Nach Auffassung des Philosophen und führenden serbischen Demokraten Mladan Zitović vertreten die Kirche und die bosnischen Serben die gleiche klerikal- nationalistische Ideologie und teilen die Vision einer traditionellen, patriarchalischen Gesellschaft. „Das ist eine fundamentalistische, antiwestliche Ideologie“, kommentiert Zivotić. „Das ist etwas, was selbst Milošević nicht akzeptieren kann.“ In Serbien selbst hat die Kirche daher auch weniger Erfolg bei der Umsetzung ihrer politischen Ziele. Im letzten Jahr hat Milošević gegen ein von der Kirche unterstütztes Gesetzesvorhaben zur Einschränkung von Abtreibungen ein Veto eingelegt. Im Gegensatz zur Argumentation von „Lebensschützern“ im Westen argumentierten nationalistische Geistliche, daß eine liberale Abtreibungspolitik die serbische Bevölkerung dezimiere und so das Überleben der Nation aufs Spiel setze. In Kirchenkreisen heißt es, daß die Geistlichkeit und die Gläubigen keineswegs geschlossen hinter dem Episkopat stehen. Aber abweichende Meinungen aus den unteren Rängen der streng hierarchisch aufgebauten Kirche hört man nur selten. Der 81jährige Patriarch Pavle gilt dabei als anständiger, aber unpolitischer Mann, der über den Krieg tief betroffen ist. In der Öffentlichkeit verurteilt er Vertreibungen und andere Kriegsverbrechen, weist jedoch die Schuld „allen drei Seiten“ zu.

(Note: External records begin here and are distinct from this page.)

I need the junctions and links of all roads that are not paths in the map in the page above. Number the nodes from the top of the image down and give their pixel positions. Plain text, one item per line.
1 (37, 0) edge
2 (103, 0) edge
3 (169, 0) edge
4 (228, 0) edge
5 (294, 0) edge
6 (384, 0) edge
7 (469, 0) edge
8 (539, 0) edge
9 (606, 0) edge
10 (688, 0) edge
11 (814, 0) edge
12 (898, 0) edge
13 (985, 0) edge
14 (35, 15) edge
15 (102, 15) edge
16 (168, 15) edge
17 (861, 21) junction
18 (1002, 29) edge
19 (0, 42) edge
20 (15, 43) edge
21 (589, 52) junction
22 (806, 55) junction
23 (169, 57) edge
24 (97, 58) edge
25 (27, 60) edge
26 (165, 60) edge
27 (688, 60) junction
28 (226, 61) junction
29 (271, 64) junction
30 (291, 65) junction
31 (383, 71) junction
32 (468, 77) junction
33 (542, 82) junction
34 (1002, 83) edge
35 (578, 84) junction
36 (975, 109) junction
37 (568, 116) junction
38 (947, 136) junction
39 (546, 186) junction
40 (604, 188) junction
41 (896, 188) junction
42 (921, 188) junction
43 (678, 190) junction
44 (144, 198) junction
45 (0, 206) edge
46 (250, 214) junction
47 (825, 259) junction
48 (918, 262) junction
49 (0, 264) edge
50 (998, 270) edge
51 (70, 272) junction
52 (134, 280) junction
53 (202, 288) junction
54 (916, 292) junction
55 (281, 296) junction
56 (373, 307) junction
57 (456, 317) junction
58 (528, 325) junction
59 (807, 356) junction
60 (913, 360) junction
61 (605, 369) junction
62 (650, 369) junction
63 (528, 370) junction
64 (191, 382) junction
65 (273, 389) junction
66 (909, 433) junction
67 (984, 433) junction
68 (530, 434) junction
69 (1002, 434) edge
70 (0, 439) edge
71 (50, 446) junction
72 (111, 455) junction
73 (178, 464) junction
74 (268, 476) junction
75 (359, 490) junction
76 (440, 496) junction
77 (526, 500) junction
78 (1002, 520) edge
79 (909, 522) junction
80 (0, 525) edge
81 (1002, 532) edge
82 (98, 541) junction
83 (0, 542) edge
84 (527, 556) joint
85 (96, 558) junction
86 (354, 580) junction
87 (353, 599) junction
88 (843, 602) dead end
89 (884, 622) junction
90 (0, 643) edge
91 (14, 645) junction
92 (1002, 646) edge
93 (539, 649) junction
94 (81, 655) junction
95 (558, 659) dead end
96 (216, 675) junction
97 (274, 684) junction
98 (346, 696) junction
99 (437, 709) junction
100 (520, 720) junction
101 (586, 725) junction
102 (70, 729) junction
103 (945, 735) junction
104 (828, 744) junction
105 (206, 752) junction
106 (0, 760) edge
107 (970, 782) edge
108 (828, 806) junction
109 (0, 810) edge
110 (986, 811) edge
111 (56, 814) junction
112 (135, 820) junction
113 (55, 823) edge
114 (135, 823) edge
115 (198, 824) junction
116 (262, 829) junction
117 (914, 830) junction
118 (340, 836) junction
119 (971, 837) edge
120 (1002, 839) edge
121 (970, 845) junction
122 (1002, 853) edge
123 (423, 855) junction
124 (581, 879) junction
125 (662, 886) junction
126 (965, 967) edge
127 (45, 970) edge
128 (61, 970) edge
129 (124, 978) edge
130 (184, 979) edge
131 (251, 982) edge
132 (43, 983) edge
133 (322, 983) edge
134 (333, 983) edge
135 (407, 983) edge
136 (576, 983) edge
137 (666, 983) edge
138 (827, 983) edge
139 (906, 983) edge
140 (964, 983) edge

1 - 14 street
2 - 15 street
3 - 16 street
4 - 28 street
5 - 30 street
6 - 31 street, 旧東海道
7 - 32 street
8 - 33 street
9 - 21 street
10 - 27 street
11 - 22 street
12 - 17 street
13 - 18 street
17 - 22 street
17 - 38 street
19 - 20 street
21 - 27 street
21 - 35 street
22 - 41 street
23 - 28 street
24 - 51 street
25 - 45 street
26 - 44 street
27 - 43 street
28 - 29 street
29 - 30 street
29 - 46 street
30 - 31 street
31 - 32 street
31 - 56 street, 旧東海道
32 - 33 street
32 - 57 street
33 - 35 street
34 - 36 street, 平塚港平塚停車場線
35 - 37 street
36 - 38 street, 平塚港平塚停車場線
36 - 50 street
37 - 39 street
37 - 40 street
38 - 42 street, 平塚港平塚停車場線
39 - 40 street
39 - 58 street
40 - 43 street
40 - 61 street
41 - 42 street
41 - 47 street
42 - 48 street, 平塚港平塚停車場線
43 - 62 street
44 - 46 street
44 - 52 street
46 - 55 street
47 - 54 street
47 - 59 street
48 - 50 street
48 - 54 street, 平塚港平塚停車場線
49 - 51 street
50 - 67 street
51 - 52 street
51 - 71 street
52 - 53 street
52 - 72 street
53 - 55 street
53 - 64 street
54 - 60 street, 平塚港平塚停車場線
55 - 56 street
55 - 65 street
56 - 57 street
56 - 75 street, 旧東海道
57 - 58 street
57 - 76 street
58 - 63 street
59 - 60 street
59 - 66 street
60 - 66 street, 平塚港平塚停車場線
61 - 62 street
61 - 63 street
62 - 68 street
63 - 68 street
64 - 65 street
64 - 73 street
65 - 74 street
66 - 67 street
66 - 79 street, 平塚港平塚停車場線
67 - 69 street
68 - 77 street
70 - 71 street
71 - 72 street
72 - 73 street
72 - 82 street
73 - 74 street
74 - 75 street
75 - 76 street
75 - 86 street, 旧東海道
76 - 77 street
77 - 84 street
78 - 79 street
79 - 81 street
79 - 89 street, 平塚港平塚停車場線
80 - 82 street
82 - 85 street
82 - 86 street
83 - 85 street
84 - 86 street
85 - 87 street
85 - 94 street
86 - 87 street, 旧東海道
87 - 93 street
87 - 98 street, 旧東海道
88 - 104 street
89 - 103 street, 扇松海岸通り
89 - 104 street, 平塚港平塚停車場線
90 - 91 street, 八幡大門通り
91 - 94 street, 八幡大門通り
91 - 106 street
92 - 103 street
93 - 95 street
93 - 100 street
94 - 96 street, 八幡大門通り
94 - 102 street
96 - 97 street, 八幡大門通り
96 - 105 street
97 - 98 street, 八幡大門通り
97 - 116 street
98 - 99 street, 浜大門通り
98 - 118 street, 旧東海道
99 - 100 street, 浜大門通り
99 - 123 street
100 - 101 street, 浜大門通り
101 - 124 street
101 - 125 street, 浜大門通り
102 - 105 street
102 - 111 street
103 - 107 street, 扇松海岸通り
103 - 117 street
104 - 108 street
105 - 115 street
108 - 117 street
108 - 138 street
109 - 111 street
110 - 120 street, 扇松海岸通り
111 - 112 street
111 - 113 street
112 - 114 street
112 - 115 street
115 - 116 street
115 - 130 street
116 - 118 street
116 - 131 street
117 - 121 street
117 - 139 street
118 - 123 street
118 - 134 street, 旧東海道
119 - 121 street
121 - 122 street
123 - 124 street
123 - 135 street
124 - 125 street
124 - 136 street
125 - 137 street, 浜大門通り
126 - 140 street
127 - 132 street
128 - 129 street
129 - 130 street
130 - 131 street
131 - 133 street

Radikale kirchliche Kreise sprechen demgegenüber offen von der „türkischen Aggression“ gegen die christlichen Serben, der „Kreuzigung“ und dem „Leiden des serbischen Volkes“. Einige politische Beobachter weisen jedoch darauf hin, daß ein zu ungestümes Vorpreschen der Kirche schaden könnte. In Serbien sind viele kriegsmüde und warten ungeduldig auf ein Ende der Sanktionen. Wenn die Kirche ihre Rolle überzieht, könnte sie sich bald in der gleichen Isolation wiederfinden wie ihre Verbündeten, die bosnischen Serben.